┌────────
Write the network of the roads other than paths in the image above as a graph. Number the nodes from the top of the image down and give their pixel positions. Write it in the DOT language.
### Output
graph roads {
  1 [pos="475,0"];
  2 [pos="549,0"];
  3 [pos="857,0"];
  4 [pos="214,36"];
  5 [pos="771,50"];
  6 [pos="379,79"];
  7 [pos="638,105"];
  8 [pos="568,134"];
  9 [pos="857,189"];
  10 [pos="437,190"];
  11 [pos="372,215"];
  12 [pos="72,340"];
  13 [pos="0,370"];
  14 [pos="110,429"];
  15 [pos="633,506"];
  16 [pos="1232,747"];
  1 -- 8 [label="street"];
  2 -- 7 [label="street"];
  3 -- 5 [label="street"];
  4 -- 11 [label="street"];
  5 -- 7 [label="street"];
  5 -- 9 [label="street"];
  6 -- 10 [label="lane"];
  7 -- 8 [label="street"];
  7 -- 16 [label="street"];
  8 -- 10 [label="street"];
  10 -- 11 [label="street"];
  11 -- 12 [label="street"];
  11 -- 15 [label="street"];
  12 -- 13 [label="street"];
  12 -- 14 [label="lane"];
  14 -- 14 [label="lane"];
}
└────────
PROBLEM REQUIREMENTS — The records above must be set down again exactly as written.

REPLY —
Write the network of the roads other than paths in the image above as a graph. Number the nodes from the top of the image down and give their pixel positions. Write it in the DOT language.
### Output
graph roads {
  1 [pos="475,0"];
  2 [pos="549,0"];
  3 [pos="857,0"];
  4 [pos="214,36"];
  5 [pos="771,50"];
  6 [pos="379,79"];
  7 [pos="638,105"];
  8 [pos="568,134"];
  9 [pos="857,189"];
  10 [pos="437,190"];
  11 [pos="372,215"];
  12 [pos="72,340"];
  13 [pos="0,370"];
  14 [pos="110,429"];
  15 [pos="633,506"];
  16 [pos="1232,747"];
  1 -- 8 [label="street"];
  2 -- 7 [label="street"];
  3 -- 5 [label="street"];
  4 -- 11 [label="street"];
  5 -- 7 [label="street"];
  5 -- 9 [label="street"];
  6 -- 10 [label="lane"];
  7 -- 8 [label="street"];
  7 -- 16 [label="street"];
  8 -- 10 [label="street"];
  10 -- 11 [label="street"];
  11 -- 12 [label="street"];
  11 -- 15 [label="street"];
  12 -- 13 [label="street"];
  12 -- 14 [label="lane"];
  14 -- 14 [label="lane"];
}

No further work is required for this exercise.